§ Transparency
What we publish about ourselves
Tessaliq's receipts let a third party check what happened for a single verification. This page is meant to cover the complementary view — what happens across all verifications (volume, conformance rate, latency, which wallets interact with the verifier, which errors appear) — so that an auditor, a Relying Party or a curious reader does not need to take Tessaliq's word for the shape of the operation.
Inaugural report — Q2 2026
The first quarterly snapshot is targeted for early July 2026, covering April–June 2026. The dashboard itself is a work in progress — right now this page lists what the report will contain and what it will not, so the commitment is public before the data is.
Framing document :
receipt spec §8,
internal runbook reference docs/ops/observability.md.

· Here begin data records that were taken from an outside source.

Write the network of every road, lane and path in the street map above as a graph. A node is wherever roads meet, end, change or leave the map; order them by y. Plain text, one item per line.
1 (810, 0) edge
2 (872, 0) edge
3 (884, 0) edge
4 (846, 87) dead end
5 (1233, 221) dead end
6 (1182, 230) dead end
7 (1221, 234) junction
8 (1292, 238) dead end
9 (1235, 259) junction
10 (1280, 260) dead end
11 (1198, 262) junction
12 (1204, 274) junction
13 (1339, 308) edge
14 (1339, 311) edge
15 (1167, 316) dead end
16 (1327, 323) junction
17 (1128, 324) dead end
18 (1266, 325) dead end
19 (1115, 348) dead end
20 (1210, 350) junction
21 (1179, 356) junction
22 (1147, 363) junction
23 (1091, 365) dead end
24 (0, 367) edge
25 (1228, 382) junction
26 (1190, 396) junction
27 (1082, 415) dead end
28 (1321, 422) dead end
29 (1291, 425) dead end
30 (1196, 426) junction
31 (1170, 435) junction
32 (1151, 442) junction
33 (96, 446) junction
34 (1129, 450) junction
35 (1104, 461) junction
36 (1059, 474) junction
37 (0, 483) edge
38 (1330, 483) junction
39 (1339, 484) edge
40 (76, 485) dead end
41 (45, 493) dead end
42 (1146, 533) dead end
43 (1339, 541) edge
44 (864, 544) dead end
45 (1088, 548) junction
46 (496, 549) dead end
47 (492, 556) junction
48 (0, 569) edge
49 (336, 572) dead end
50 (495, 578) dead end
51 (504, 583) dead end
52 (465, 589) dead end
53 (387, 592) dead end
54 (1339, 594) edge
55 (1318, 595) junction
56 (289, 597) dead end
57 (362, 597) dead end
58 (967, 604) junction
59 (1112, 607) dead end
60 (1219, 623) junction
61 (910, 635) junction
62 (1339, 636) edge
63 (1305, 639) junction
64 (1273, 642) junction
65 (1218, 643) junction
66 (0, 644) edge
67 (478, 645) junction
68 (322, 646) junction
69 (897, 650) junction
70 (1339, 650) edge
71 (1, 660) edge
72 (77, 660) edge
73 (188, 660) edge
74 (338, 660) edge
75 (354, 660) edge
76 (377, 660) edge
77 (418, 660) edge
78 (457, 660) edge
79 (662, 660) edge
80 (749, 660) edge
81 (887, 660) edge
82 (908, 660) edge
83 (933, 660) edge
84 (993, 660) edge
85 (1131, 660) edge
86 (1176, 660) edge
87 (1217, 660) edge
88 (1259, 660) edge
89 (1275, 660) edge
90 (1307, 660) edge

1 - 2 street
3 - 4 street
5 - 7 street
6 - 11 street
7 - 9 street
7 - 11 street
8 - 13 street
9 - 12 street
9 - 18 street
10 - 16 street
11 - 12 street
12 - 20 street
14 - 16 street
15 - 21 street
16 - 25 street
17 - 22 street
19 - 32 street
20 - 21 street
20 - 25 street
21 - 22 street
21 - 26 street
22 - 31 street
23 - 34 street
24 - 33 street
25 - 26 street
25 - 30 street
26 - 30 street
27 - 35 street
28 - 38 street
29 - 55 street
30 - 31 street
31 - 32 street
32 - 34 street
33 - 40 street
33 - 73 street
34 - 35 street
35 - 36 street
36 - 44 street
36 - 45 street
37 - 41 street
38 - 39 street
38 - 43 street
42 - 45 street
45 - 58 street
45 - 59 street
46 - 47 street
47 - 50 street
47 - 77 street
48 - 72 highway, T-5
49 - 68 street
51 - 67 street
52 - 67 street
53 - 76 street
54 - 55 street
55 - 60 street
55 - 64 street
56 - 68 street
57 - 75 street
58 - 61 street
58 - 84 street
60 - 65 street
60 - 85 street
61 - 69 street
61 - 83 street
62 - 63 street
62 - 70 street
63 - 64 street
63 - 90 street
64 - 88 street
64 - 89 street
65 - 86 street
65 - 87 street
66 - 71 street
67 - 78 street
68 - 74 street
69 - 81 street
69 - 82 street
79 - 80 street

What the report will contain
- Verification volume — total sessions that reached a
terminal state (
verifiedorfailed) over the reporting period, broken down by credential format (mdoc / SD-JWT-VC) and by environment (production / staging). - Conformance rate — share of sessions that reached
verifiedvs those that failed with a known error class. Published absolutely, not as a marketing claim. - Rejection class breakdown — when sessions fail, in which class (invalid signature / unknown trust chain / policy not satisfied / credential expired / nonce replay / format error / other).
- Latency percentiles — p50 and p95 of the full
/v1/sessions/:id/proofduration over the reporting period. - Wallet coverage — which wallets / issuer IACAs have issued at least one credential the verifier accepted during the period, listed by IACA subject.

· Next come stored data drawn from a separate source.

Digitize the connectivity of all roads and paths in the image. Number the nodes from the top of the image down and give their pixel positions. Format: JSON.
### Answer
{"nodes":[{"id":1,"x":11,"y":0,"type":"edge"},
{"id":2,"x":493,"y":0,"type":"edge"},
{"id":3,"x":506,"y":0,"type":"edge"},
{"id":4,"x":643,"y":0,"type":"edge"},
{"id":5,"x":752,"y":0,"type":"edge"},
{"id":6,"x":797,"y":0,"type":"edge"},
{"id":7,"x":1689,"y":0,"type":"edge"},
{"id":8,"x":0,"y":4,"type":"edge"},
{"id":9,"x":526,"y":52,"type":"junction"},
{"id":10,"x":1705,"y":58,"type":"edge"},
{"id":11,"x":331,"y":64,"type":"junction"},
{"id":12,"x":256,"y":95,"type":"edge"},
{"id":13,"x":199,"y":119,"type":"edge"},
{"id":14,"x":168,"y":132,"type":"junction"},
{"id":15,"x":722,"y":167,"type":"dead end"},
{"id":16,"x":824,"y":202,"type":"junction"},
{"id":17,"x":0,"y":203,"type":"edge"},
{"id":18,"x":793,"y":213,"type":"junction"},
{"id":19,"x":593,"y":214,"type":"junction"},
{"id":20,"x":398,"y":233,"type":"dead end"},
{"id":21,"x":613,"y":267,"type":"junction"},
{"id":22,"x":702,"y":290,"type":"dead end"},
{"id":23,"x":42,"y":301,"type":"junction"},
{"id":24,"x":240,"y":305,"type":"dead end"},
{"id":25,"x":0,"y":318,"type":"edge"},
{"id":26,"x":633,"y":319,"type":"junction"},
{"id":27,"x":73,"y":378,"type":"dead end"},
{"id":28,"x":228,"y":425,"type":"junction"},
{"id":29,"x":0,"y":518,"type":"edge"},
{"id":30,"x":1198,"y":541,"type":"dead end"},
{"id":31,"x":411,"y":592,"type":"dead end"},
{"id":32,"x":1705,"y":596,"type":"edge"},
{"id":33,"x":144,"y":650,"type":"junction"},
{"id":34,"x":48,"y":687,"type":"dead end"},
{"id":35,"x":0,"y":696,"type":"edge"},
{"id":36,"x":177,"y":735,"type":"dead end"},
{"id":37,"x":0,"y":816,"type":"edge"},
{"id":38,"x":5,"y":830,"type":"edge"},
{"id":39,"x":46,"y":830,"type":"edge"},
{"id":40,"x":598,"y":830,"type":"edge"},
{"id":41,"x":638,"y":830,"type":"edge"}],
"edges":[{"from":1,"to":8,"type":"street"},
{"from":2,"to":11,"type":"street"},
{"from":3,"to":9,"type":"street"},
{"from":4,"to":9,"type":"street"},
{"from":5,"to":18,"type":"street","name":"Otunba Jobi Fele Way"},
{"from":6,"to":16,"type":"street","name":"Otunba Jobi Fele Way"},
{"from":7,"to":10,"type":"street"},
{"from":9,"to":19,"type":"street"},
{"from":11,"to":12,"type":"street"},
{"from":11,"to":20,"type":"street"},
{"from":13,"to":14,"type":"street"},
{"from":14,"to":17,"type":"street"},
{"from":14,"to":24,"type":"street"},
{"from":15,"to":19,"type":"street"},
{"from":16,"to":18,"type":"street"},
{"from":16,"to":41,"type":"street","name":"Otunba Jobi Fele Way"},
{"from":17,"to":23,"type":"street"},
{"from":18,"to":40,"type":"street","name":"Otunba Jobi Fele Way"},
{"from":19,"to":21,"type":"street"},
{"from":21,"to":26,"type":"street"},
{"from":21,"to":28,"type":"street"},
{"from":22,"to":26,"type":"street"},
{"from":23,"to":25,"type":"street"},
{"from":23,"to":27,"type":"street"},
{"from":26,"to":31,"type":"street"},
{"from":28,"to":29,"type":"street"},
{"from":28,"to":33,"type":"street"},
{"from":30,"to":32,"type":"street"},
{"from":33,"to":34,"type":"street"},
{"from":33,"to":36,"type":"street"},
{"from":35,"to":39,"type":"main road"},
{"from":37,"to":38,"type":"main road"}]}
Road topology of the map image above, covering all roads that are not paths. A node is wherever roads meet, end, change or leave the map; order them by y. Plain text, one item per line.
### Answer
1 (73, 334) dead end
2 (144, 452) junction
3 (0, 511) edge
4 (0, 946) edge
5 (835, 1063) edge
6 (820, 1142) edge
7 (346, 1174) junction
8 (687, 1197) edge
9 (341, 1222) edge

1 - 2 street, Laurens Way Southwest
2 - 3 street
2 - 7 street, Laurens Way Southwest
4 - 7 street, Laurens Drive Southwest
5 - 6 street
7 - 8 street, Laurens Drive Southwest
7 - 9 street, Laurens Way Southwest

- Quarterly commentary — interop issues encountered (anonymised), credential non-conformances detected, spec version support changes (OID4VP / HAIP / DCQL), security events if any.
What will never appear in this report
- Per-Relying-Party breakdown. Aggregation is done at the level of the whole verifier, not per tenant. A Relying Party's traffic must not be inferable from our publication.
- Per-session identifiers. Session IDs, request IDs, organisation IDs never appear in the public numbers.
- Wallet user attributes. None are in our logs to begin with (ARCOM double-anonymity by design), but it bears restating as published policy.
- Real-time data. The page is a snapshot, refreshed at reporting cadence. No live feed, no per-event stream. Reducing attack surface on the observability endpoint itself is deliberate.
- IP addresses, user agents. Redacted from logs, never aggregated for publication.
Anonymisation rules
- A rejection class with fewer than 10 events over a reporting period is merged into "other" rather than published on its own. This prevents inference of small-population patterns.
- Wallet coverage is listed by IACA subject, not by a per-IACA session count. Prevents ranking of wallet adoption.
- Latency percentiles are derived over at least 1 000 sessions, or reported as "insufficient sample" otherwise.
Cadence
- Q2 2026 (inaugural report) — published early July 2026, covering April-June 2026.
- From Q3 2026 onwards — quarterly, first week of the following quarter.
- Ad-hoc security notices — published immediately if a key rotation or a verified vulnerability affects the trust model, without waiting for the quarterly.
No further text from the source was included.